PDA

View Full Version : Stripping ISO-8859-2 characters problem


Cezex
01-07-2004, 07:02 AM
Hi !

Could You tell me why iSiloXC is stripping ISO-8859-2 characters (i.e. ĘÓˇ¦ŁŻ¬ĆŃęó±¶łżĽćń) when I set <charset>none</charset> in document section or simply delete these tags ?

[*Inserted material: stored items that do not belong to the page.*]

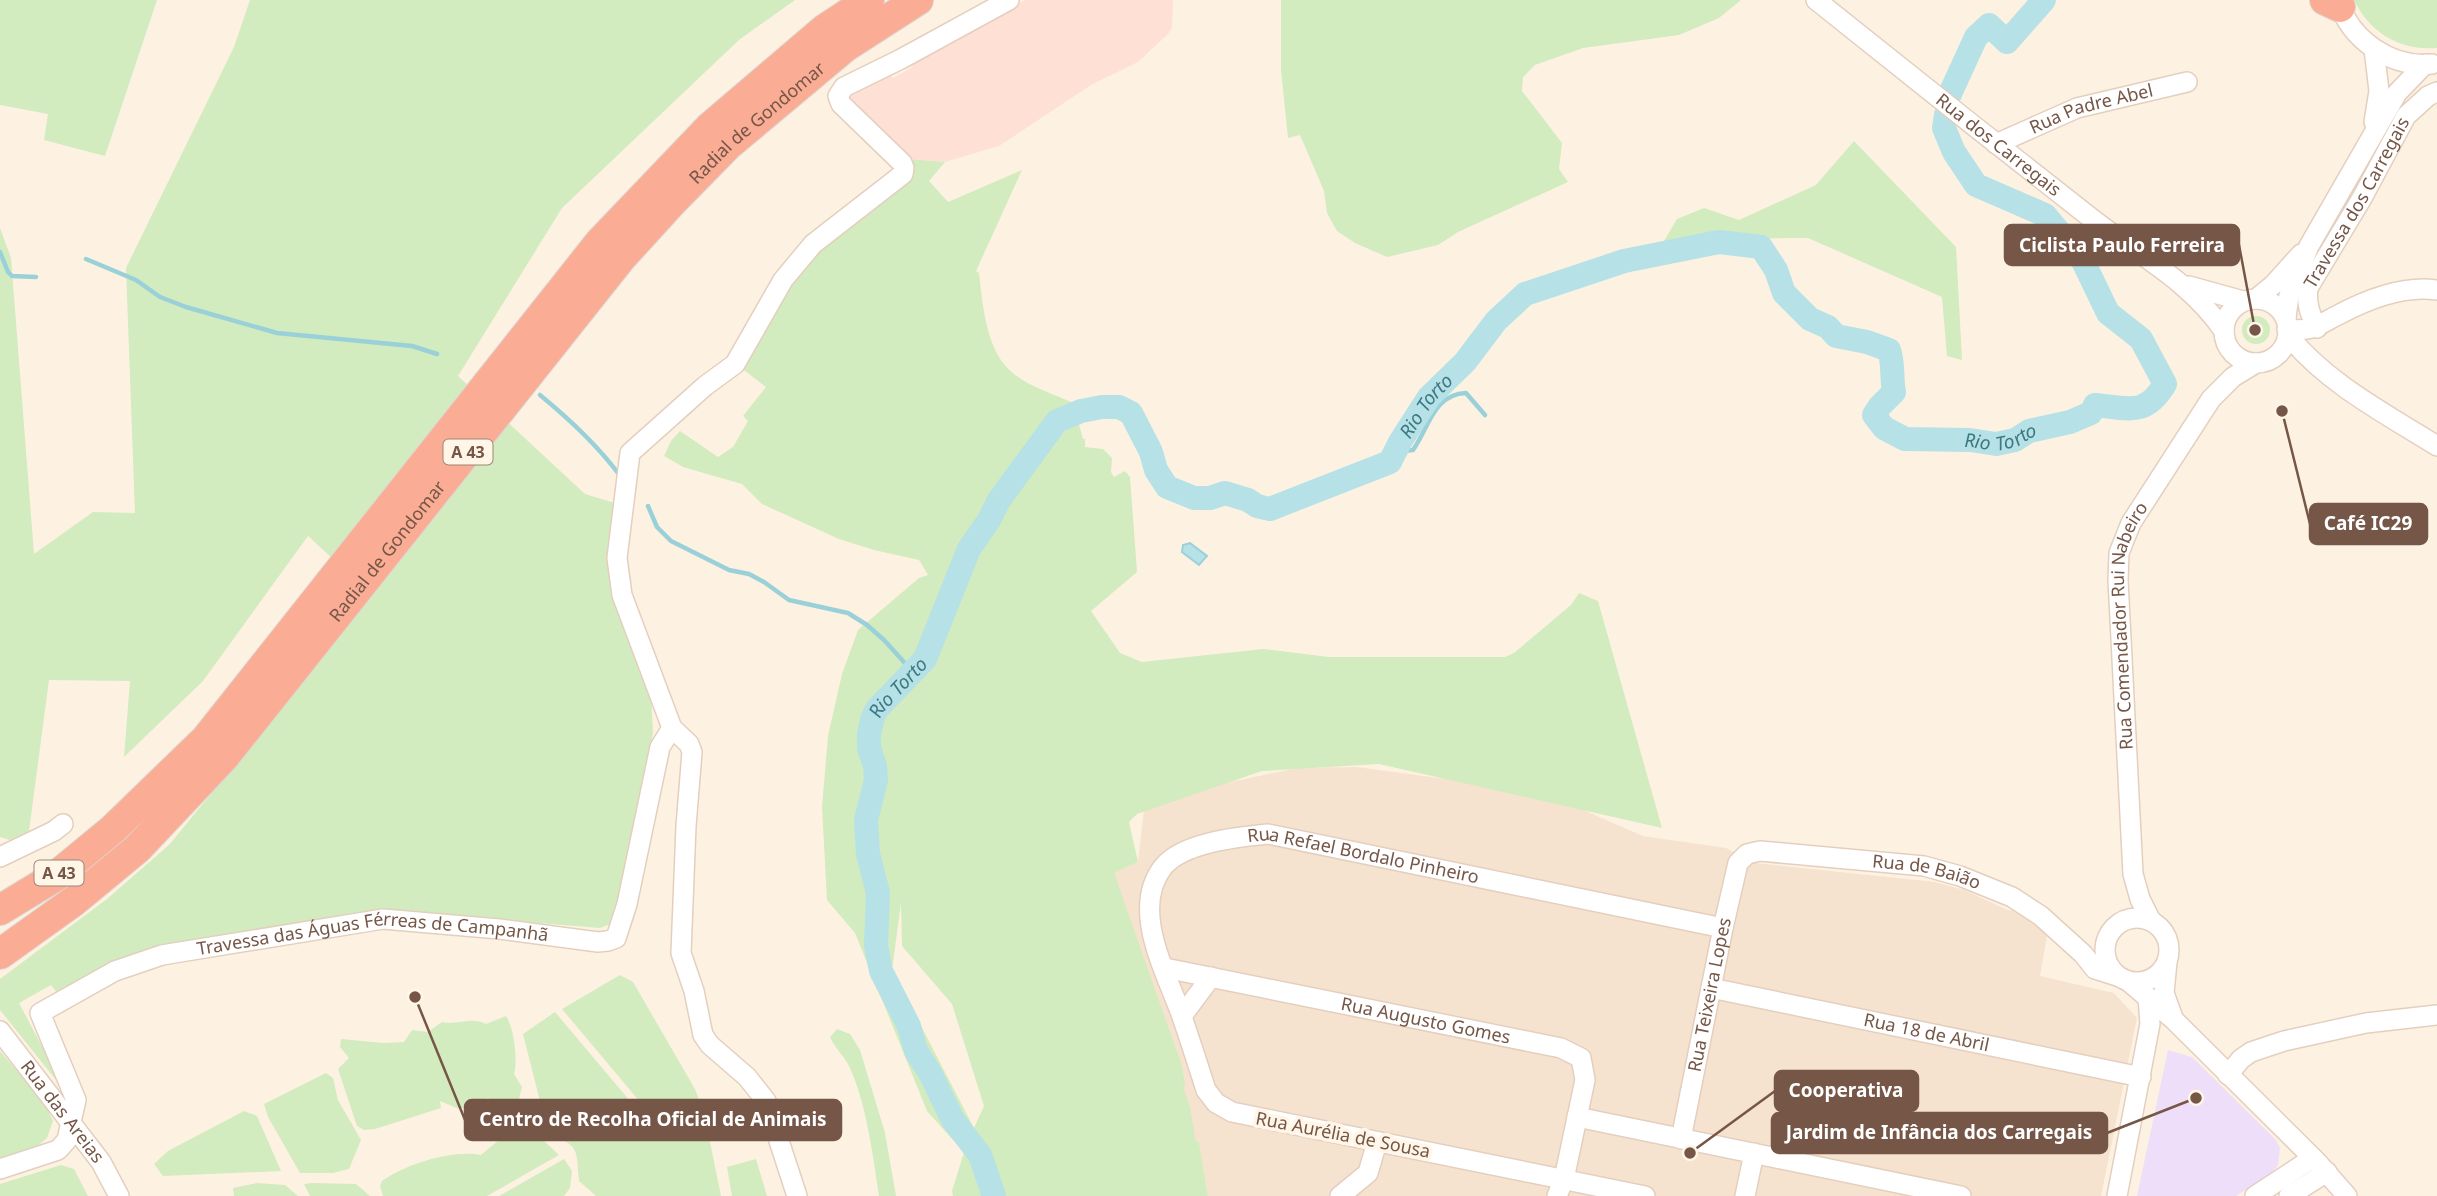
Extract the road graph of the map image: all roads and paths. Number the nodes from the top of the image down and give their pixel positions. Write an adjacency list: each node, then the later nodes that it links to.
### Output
1 (869, 0): 13 (highway, Radial de Gondomar / A 43)
2 (918, 0): 13 (highway, Radial de Gondomar / A 43)
3 (1009, 0): 25 (street)
4 (1816, 0): 11 (street, Rua dos Carregais)
5 (2334, 2): 6 (street)
6 (2374, 49): 7 (street); 10 (street)
7 (2431, 64): 10 (street)
8 (2187, 82): 11 (street, Rua Padre Abel)
9 (2437, 92): 18 (street, Travessa dos Carregais)
10 (2373, 130): 12 (street)
11 (1996, 144): 14 (street, Rua dos Carregais)
12 (2309, 246): 16 (street); 17 (street)
13 (611, 250): 24 (highway, Radial de Gondomar / A 43)
14 (2184, 285): 16 (street, Rua dos Carregais); 19 (street, Rua dos Carregais)
15 (2437, 289): 18 (street)
16 (2250, 300): 17 (street); 19 (street)
17 (2287, 327): 18 (street); 20 (street); 21 (street)
18 (2318, 328)
19 (2225, 337): 20 (street); 22 (street, Rua Comendador Rui Nabeiro)
20 (2262, 362): 21 (street); 22 (street, Rua Comendador Rui Nabeiro)
21 (2329, 376): 23 (street)
22 (2211, 399): 29 (street, Rua Comendador Rui Nabeiro)
23 (2437, 446)
24 (305, 637): 30 (highway, Radial de Gondomar / A 43); 34 (highway, Radial de Gondomar / A 43)
25 (672, 728): 50 (street, Travessa das Águas Férreas de Campanhã); 58 (street)
26 (63, 824): 28 (street)
27 (1748, 854): 33 (street, Rua Teixeira Lopes); 35 (street, Rua de Baião)
28 (0, 858)
29 (2133, 874): 31 (street, Rua Comendador Rui Nabeiro); 32 (street, Rua Comendador Rui Nabeiro)
30 (0, 910)
31 (2151, 921): 32 (street); 37 (street)
32 (2118, 924): 36 (street)
33 (1723, 928): 38 (street, Rua Refael Bordalo Pinheiro); 41 (street, Rua Teixeira Lopes)
34 (0, 954)
35 (2083, 954): 36 (street); 40 (street, Rua de Baião)
36 (2105, 956): 40 (street)
37 (2167, 962): 40 (street); 45 (street)
38 (1164, 968): 39 (street, Rua Augusto Gomes); 44 (street, Rua Refael Bordalo Pinheiro)
39 (1210, 977): 44 (street); 49 (street, Rua Augusto Gomes)
40 (2123, 979): 42 (street)
41 (1712, 988): 48 (street, Rua 18 de Abril); 51 (street, Rua Teixeira Lopes)
42 (2148, 997): 45 (street); 48 (street)
43 (2437, 1015): 47 (street)
44 (1182, 1016): 52 (street, Rua Aurélia de Sousa)
45 (2173, 1019): 47 (street)
46 (0, 1031): 50 (street, Rua das Areias)
47 (2228, 1074): 54 (street)
48 (2141, 1077): 63 (street)
49 (1577, 1117): 51 (street); 56 (street)
50 (71, 1122): 55 (street); 57 (street, Rua das Areias)
51 (1681, 1139): 53 (street)
52 (1377, 1142): 56 (street, Rua Aurélia de Sousa); 59 (street)
53 (1754, 1153): 61 (street); 62 (street)
54 (2320, 1165): 64 (street); 65 (street); 66 (street)
55 (0, 1169)
56 (1560, 1188): 60 (street, Rua Aurélia de Sousa)
57 (119, 1196)
58 (797, 1196)
59 (1340, 1196)
60 (1645, 1196)
61 (1745, 1196)
62 (1961, 1196)
63 (2117, 1196)
64 (2255, 1196)
65 (2289, 1196)
66 (2347, 1196)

Is there any way to generate document with ISO characters in it ?

Best regards,
Cezex

iSilo
01-07-2004, 09:43 AM
You may need to specify the source character encoding.


<Source>
...
<CharSet>ISO-8859-2</CharSet>
</Source>

Cezex
01-09-2004, 05:59 AM
You may need to specify the source character encoding.
I did it in a first place, nothing changed :( Characters are stripped or replaced with Windows-1250 encoding (I don't remember precisely right now).

iSilo
01-09-2004, 10:01 AM
Could you post one of the source files you are trying to convert?

Cezex
01-09-2004, 11:04 AM
Here it is:
- ISO http://www.redfish.org.pl/redfish/palmnews/portal.php?0;0;3;0;999
- WIN http://www.redfish.org.pl/redfish/palmnews/portal.php?1;0;3;0;999
- without polish letters http://www.redfish.org.pl/redfish/palmnews/portal.php?2;0;3;0;999

iSilo
01-09-2004, 03:17 PM
The content at http://www.redfish.org.pl/redfish/palmnews/portal.php?0;0;3;0;999 already internally specifies that the text is encoded using iso-8859-2, so there is no need to specify the default source encoding unless there is some page there that does not specify its source encoding. So as long as you set the output document encoding to none, it should work.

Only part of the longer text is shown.